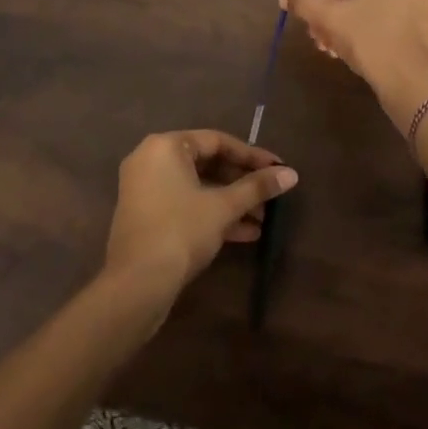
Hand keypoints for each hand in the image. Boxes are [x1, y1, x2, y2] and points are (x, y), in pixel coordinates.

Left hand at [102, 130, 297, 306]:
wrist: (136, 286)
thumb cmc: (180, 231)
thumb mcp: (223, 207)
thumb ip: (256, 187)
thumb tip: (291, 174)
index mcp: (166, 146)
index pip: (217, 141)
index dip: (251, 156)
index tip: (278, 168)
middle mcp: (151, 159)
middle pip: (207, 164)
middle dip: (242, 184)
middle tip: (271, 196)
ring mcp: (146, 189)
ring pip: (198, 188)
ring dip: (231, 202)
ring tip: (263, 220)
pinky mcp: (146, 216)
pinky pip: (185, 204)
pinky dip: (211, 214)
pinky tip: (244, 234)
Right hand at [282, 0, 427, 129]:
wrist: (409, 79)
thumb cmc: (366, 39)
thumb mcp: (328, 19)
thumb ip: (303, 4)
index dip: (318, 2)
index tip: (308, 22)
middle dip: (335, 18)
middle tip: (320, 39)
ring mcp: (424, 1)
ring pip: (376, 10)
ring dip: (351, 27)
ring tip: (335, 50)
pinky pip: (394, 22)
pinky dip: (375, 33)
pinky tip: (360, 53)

---

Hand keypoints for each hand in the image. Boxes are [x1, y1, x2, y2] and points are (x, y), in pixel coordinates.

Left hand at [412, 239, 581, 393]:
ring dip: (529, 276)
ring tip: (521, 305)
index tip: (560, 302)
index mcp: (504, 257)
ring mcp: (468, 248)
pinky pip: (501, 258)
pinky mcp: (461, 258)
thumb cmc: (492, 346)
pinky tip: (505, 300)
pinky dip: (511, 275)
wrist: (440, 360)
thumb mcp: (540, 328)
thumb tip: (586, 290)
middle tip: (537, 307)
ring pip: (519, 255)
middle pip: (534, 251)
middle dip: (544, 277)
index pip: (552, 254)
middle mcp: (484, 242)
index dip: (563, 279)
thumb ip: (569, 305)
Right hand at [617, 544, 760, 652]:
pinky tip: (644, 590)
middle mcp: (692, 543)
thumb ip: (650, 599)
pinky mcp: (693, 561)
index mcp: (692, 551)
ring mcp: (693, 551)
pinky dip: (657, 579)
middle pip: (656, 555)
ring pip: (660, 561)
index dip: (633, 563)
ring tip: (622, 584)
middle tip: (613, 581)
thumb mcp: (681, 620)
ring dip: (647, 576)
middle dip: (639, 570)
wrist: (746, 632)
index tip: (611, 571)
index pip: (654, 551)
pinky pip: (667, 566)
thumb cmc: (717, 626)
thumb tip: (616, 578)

* * *

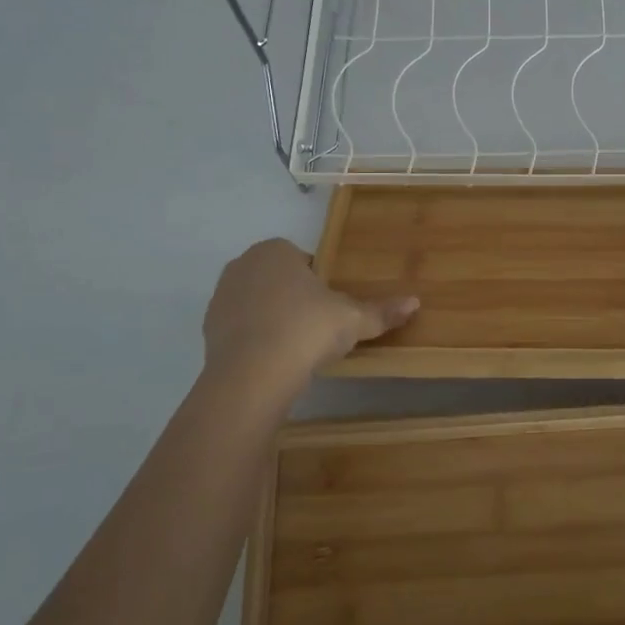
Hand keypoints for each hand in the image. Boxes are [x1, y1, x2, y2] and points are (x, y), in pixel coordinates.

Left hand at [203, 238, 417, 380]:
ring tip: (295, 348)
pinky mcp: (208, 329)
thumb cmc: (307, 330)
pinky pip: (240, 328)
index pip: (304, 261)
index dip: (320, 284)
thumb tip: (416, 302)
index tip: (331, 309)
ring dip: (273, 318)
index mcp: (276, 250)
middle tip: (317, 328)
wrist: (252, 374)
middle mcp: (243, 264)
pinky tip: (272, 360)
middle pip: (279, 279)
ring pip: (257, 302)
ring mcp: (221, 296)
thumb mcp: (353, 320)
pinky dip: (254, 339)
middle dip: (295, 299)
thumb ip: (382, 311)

• WORK INSTRUCTION: Print, from the entries above, the line with "ring pip: (257, 302)", the line with "thumb ip: (382, 311)" and all lines between them, exactly and with nothing else.

• ANSWER FOR THIS EXERCISE:
ring pip: (257, 302)
ring mcp: (221, 296)
thumb mcp: (353, 320)
pinky dip: (254, 339)
middle dip: (295, 299)
thumb ip: (382, 311)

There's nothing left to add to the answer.